PROVIDED RECORDS:
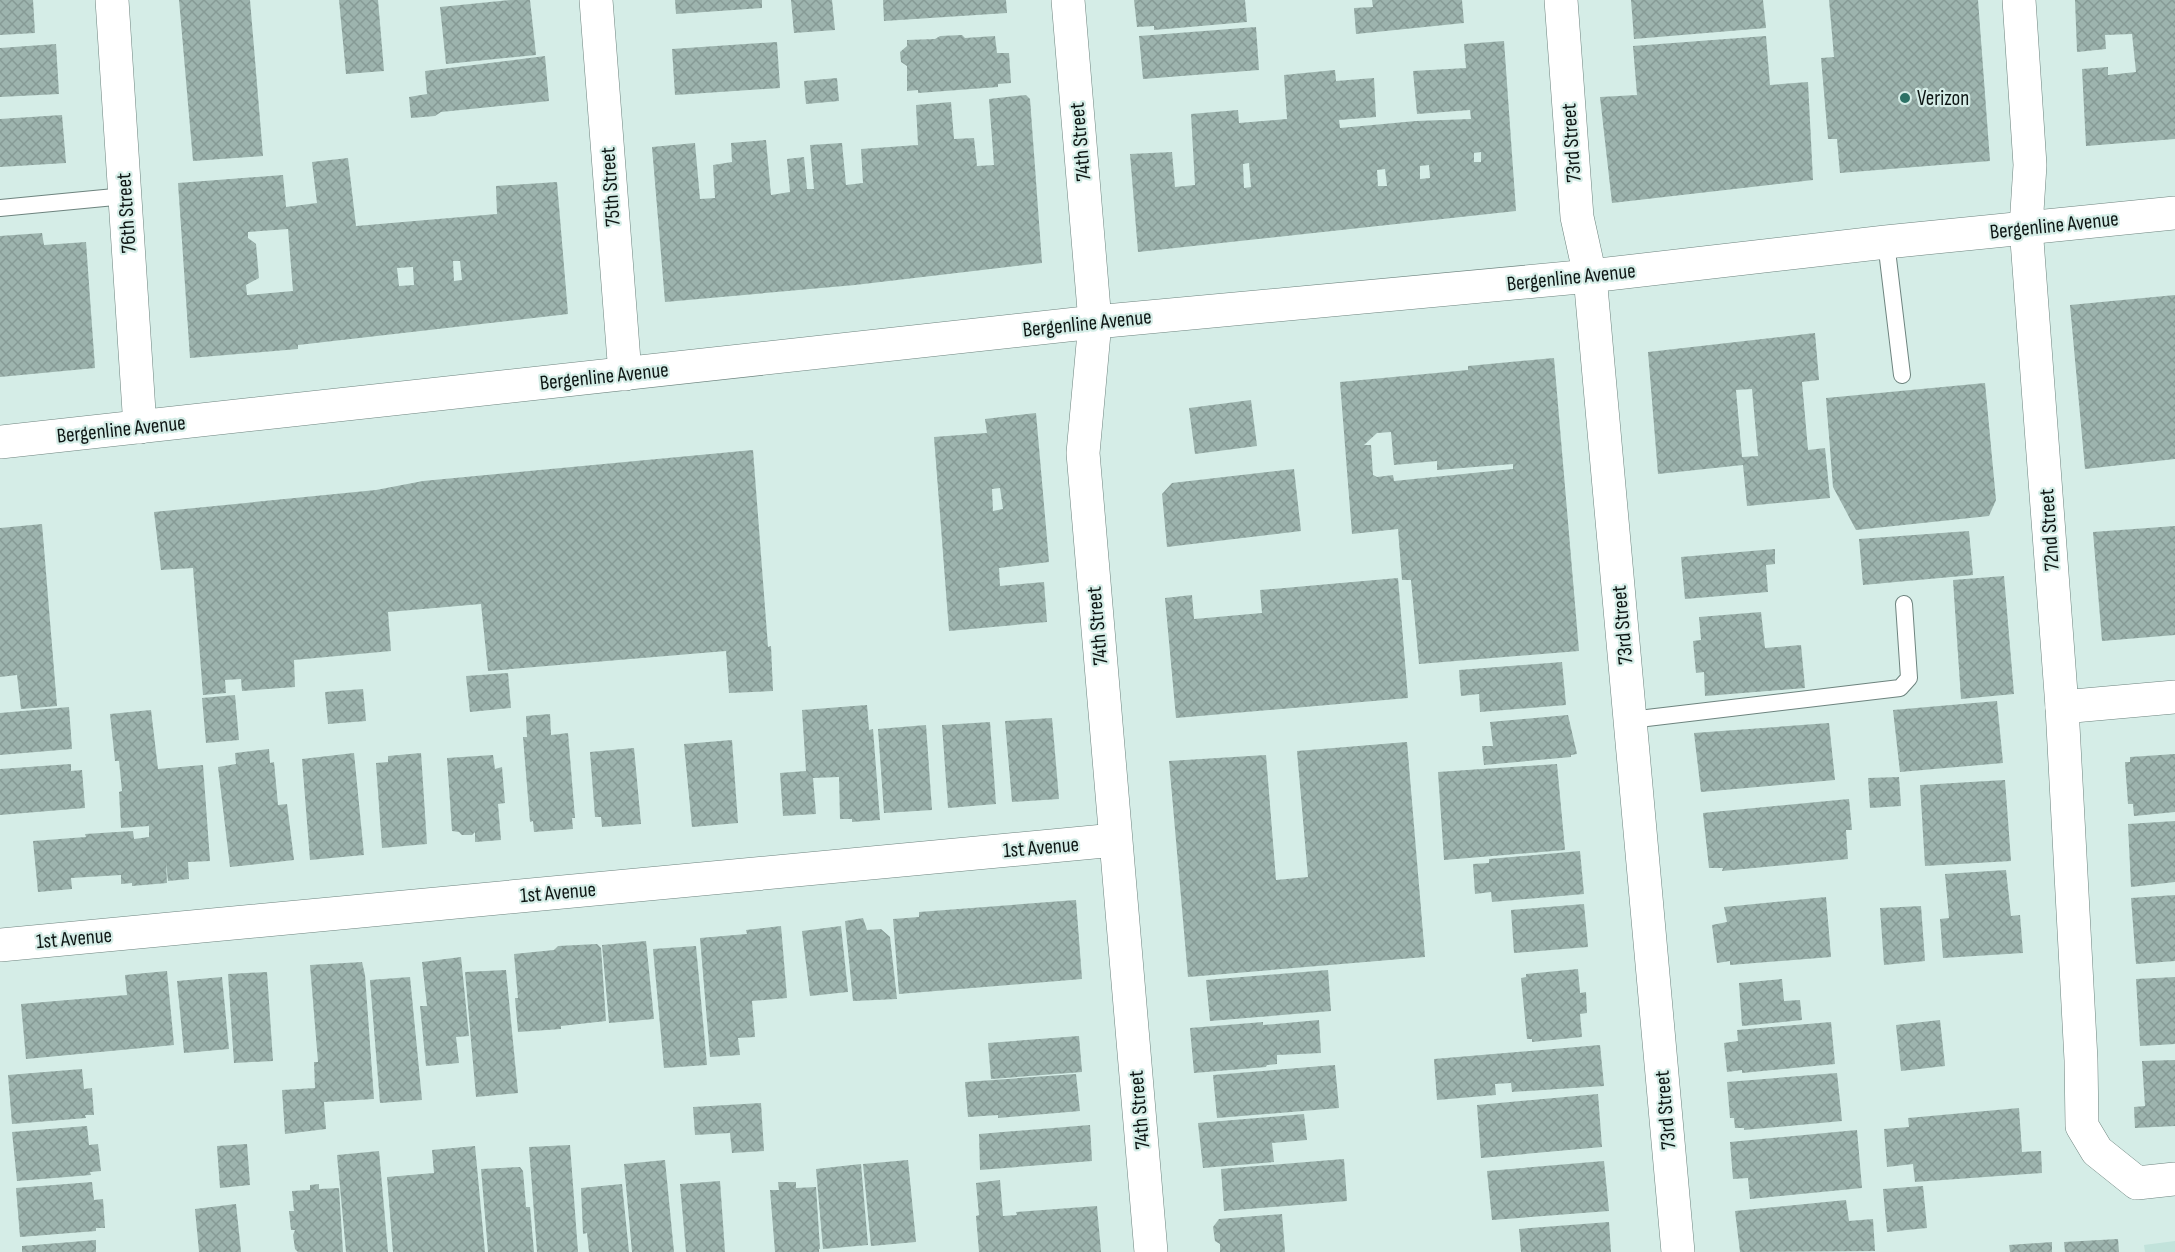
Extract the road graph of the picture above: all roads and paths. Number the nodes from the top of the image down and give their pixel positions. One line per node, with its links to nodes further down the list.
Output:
1 (112, 0): 6 (street, 76th Street)
2 (597, 0): 13 (street, 75th Street)
3 (1068, 0): 12 (street, 74th Street)
4 (1561, 0): 11 (street, 73rd Street)
5 (2019, 0): 9 (street, 72nd Street)
6 (125, 196): 7 (lane); 15 (street, 76th Street)
7 (0, 208)
8 (2175, 213): 9 (street, Bergenline Avenue)
9 (2026, 227): 10 (street, Bergenline Avenue); 19 (street, 72nd Street)
10 (1886, 242): 11 (street, Bergenline Avenue); 14 (lane)
11 (1590, 276): 12 (street, Bergenline Avenue); 20 (street, 73rd Street)
12 (1095, 322): 13 (street, Bergenline Avenue); 21 (street, 74th Street)
13 (625, 374): 15 (street, Bergenline Avenue)
14 (1902, 375)
15 (140, 427): 16 (street, Bergenline Avenue)
16 (0, 442)
17 (1904, 604): 20 (lane)
18 (2175, 697): 19 (street)
19 (2062, 706): 23 (street, 72nd Street)
20 (1630, 720): 25 (street, 73rd Street)
21 (1115, 840): 22 (street, 1st Avenue); 24 (street, 74th Street)
22 (0, 945)
23 (2175, 1179)
24 (1151, 1252)
25 (1678, 1252)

EXERCISE DIRECTIONS: Type out all the records verbatim, minus images.

RESULT OF THE TASK:
Extract the road graph of the picture above: all roads and paths. Number the nodes from the top of the image down and give their pixel positions. One line per node, with its links to nodes further down the list.
Output:
1 (112, 0): 6 (street, 76th Street)
2 (597, 0): 13 (street, 75th Street)
3 (1068, 0): 12 (street, 74th Street)
4 (1561, 0): 11 (street, 73rd Street)
5 (2019, 0): 9 (street, 72nd Street)
6 (125, 196): 7 (lane); 15 (street, 76th Street)
7 (0, 208)
8 (2175, 213): 9 (street, Bergenline Avenue)
9 (2026, 227): 10 (street, Bergenline Avenue); 19 (street, 72nd Street)
10 (1886, 242): 11 (street, Bergenline Avenue); 14 (lane)
11 (1590, 276): 12 (street, Bergenline Avenue); 20 (street, 73rd Street)
12 (1095, 322): 13 (street, Bergenline Avenue); 21 (street, 74th Street)
13 (625, 374): 15 (street, Bergenline Avenue)
14 (1902, 375)
15 (140, 427): 16 (street, Bergenline Avenue)
16 (0, 442)
17 (1904, 604): 20 (lane)
18 (2175, 697): 19 (street)
19 (2062, 706): 23 (street, 72nd Street)
20 (1630, 720): 25 (street, 73rd Street)
21 (1115, 840): 22 (street, 1st Avenue); 24 (street, 74th Street)
22 (0, 945)
23 (2175, 1179)
24 (1151, 1252)
25 (1678, 1252)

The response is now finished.